Rackauckas is now one of only two DA’s in California who release such video. Most prosecutors take advantage of a state law that says there is no obligation to publicly disclose evidence, including video.

But Rackauckas, like other law enforcement officials, is under increasing public pressure to release video of police using deadly force as more and more civilian videos of shootings surface. The video can come from a variety of sources, including from cameras worn by officers, mounted on patrol car dashboards and fixed on nearby buildings as part of their security.

“We consider it really important to recognize the importance of the public being able to get this information as much as possible,” Rackauckas said.

Rackauckas is also currently facing a tough re-election bid against challenger Todd Spitzer, who is currently an Orange County Supervisor. 

In the video released Wednesday, officers from the city of Orange and nearby agencies confronted Michael Perez, 33, who refused to raise his hands and get out of his van during a traffic stop, prosecutors say.

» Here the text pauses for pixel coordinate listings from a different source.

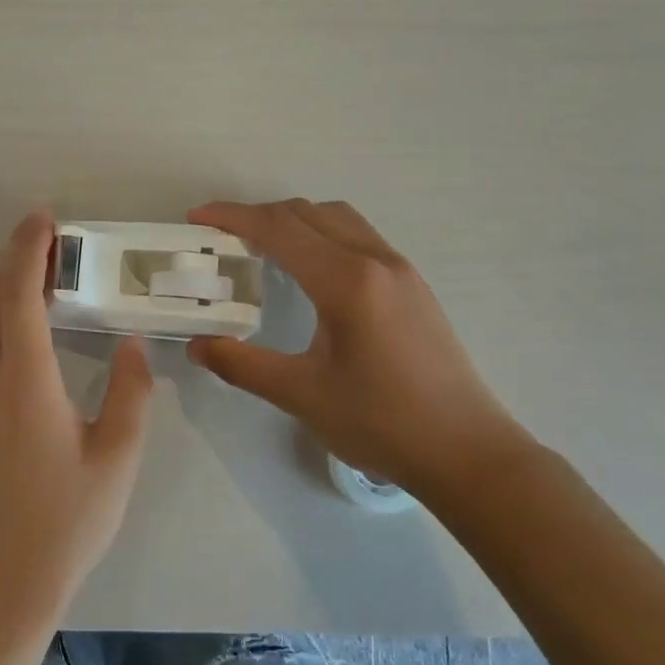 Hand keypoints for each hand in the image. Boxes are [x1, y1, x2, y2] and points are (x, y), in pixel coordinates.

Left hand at [0, 211, 153, 615]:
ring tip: (27, 266)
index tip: (45, 219)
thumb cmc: (70, 517)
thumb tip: (131, 342)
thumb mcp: (118, 456)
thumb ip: (130, 392)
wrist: (7, 574)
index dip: (29, 252)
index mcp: (25, 381)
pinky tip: (4, 315)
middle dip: (13, 256)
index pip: (20, 297)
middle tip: (44, 233)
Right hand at [187, 199, 529, 499]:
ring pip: (337, 218)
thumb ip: (242, 365)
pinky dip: (322, 234)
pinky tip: (310, 271)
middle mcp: (375, 260)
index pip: (279, 229)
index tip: (197, 218)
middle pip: (307, 213)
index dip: (233, 217)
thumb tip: (198, 345)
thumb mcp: (301, 395)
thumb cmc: (382, 423)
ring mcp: (400, 269)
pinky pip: (358, 236)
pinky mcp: (413, 285)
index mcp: (347, 281)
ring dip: (294, 220)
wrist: (467, 452)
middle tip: (221, 236)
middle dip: (258, 215)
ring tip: (262, 247)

As the standoff dragged on for more than an hour, Perez waved a meth pipe and repeatedly said he does not want to go back to prison. He showed police a gas can and threatens to light himself on fire.

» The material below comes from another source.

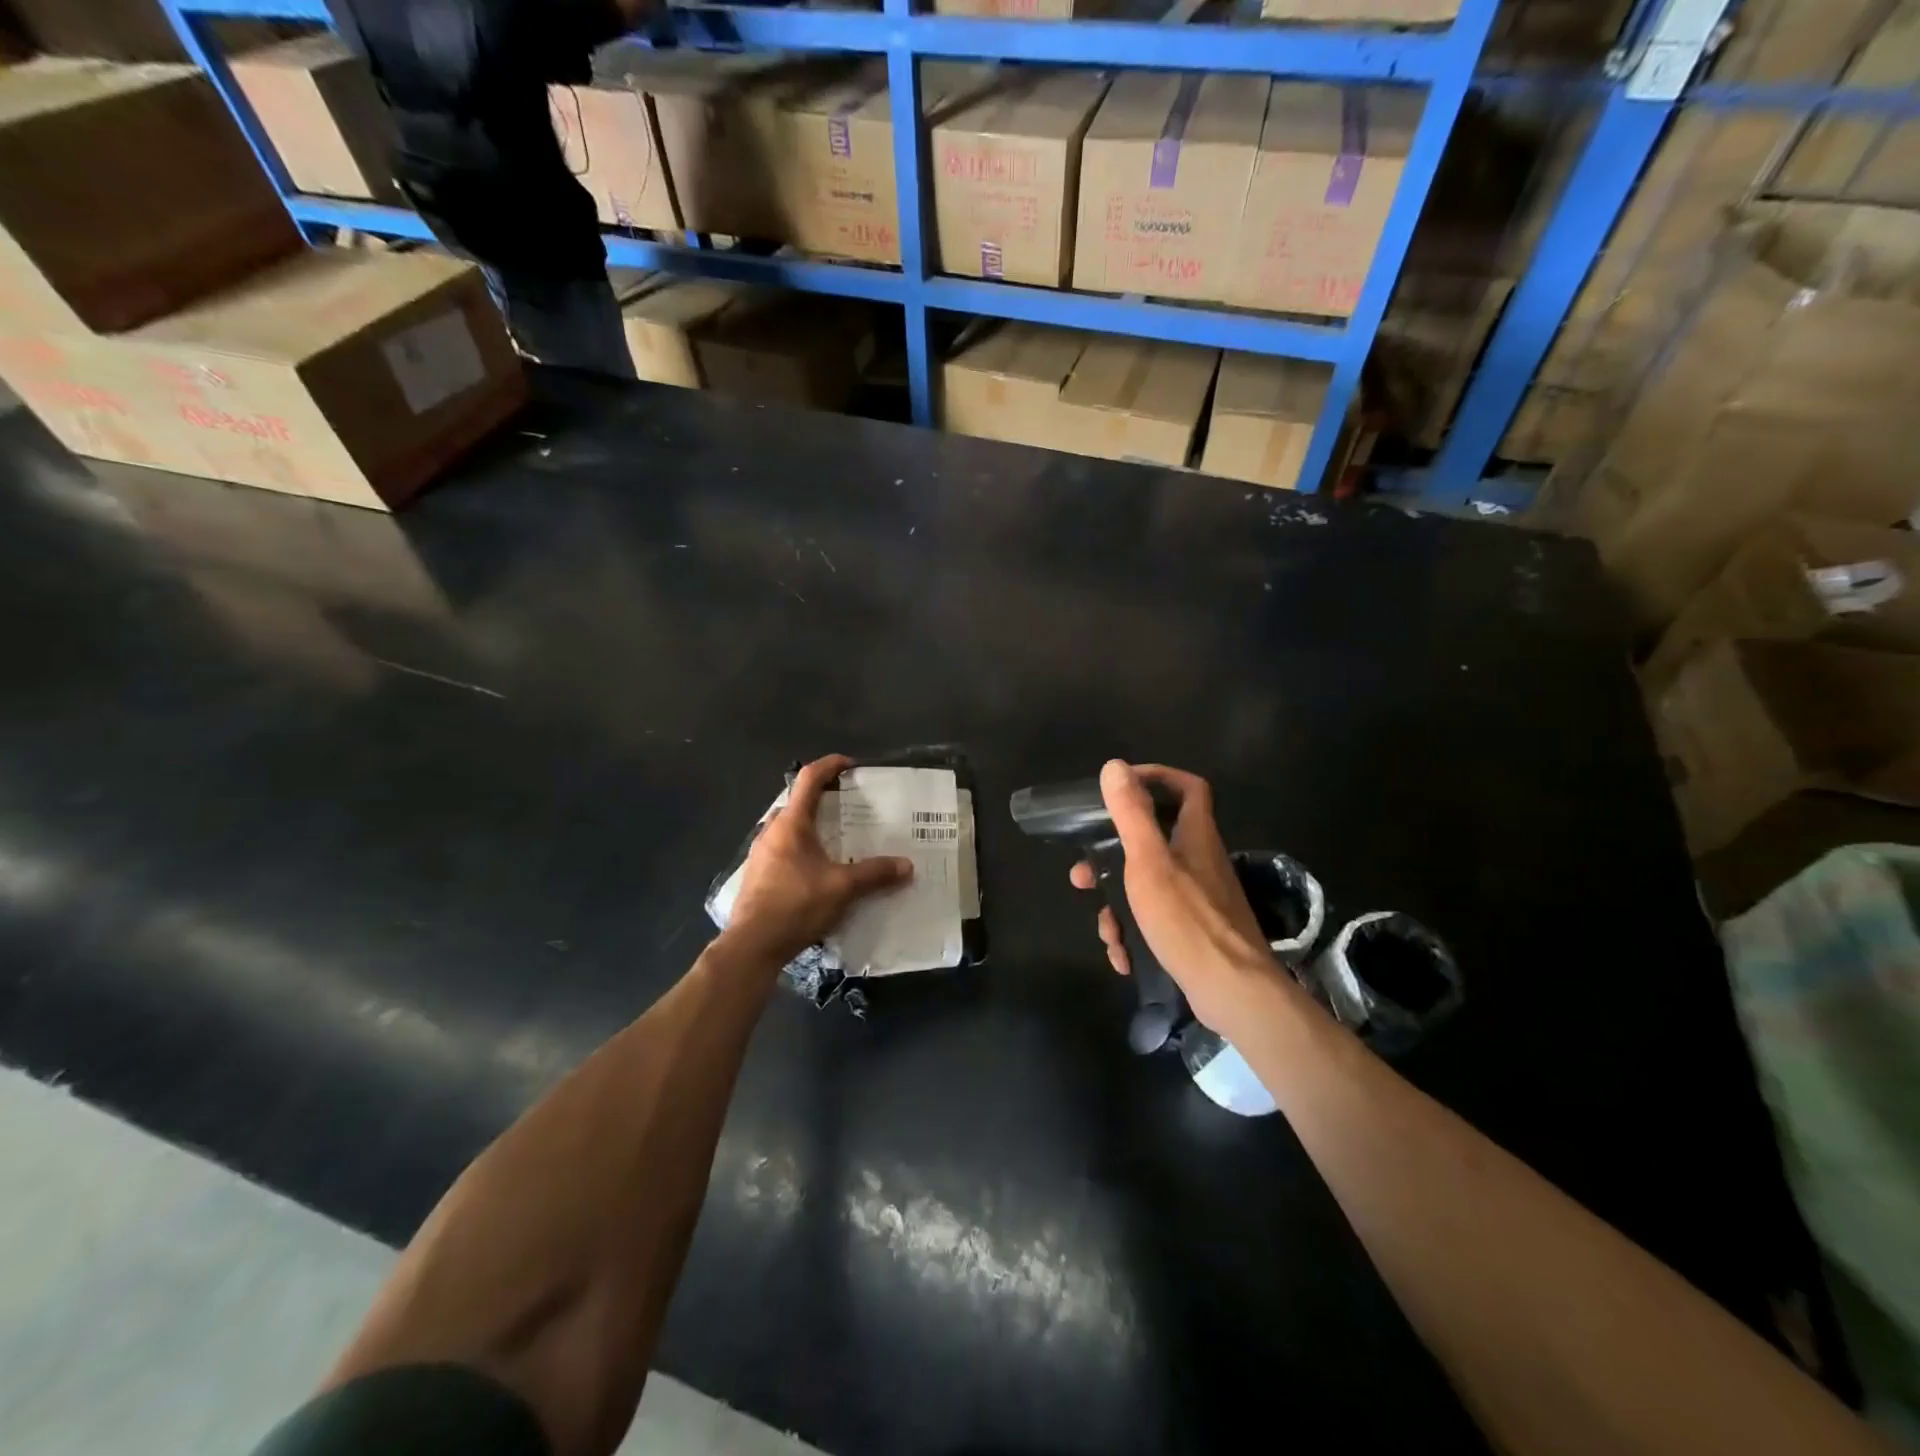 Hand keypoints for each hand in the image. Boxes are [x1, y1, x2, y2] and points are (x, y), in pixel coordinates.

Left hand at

Officers decided to ask firefighters shoot high pressure water into the van, which prompted him to move to the back of the van. Officers then start banging the van with hard objects. The sound on the video could be mistaken for gunshots.

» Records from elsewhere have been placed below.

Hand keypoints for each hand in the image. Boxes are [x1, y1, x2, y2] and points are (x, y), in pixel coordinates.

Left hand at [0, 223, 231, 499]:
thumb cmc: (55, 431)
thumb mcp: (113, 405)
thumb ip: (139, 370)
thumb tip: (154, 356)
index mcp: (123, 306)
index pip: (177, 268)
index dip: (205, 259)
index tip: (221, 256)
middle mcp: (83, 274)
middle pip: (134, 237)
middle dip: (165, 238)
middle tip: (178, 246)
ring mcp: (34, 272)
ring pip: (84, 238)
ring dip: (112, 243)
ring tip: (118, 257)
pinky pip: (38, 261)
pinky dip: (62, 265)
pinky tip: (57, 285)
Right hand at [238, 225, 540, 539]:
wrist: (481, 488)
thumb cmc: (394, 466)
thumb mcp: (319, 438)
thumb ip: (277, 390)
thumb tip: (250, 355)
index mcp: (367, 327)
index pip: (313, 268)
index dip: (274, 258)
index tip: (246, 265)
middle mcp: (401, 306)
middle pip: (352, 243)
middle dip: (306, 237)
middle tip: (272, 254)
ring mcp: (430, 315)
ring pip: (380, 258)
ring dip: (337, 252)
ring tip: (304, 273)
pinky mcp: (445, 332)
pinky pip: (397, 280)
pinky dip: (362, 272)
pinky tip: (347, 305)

Perez moved back to the front of the van as water poured in and emerged through the driver’s side window drenched and looking panicked. At least half a dozen officer swarm him when he allegedly reached for a knife on his belt.

Officer Carlos Gutierrez then opened fire, killing him with one hit.

The shooting prompted cries of anger from bystanders who had stopped to watch.

"What are you shooting him for,” one man angrily asked.

“He’s not doing anything,” shoute a woman.

For Rackauckas and his prosecutors, Gutierrez was justified in killing Perez because in their eyes he was reaching for his knife and an officer was right next to him.

“We specifically had an officer laying hands on Mr. Perez while Mr. Perez was reaching for a knife,” said Assistant District Attorney Ebrahim Baytieh.

Others might differ after seeing the video – but Rackauckas says he hopes releasing it will add transparency.

He won’t release every video, Rackauckas said. Not all are relevant to determining whether an officer’s use of force was constitutional. And in some cases they are under a federal judge’s protective order.

“I think it’s a good policy in that it recognizes public interest while protecting the investigative and judicial processes,” said Phillip Kopp, an assistant professor of Criminal Justice at Cal State Fullerton who studies how law enforcement uses body cams.

Under the new policy, Rauckauckas will also release the results of his investigation to provide context to what the video depicts. His prosecutors must inform all parties in a shooting of the impending release of the video.

“They are not blindsided,” Kopp said.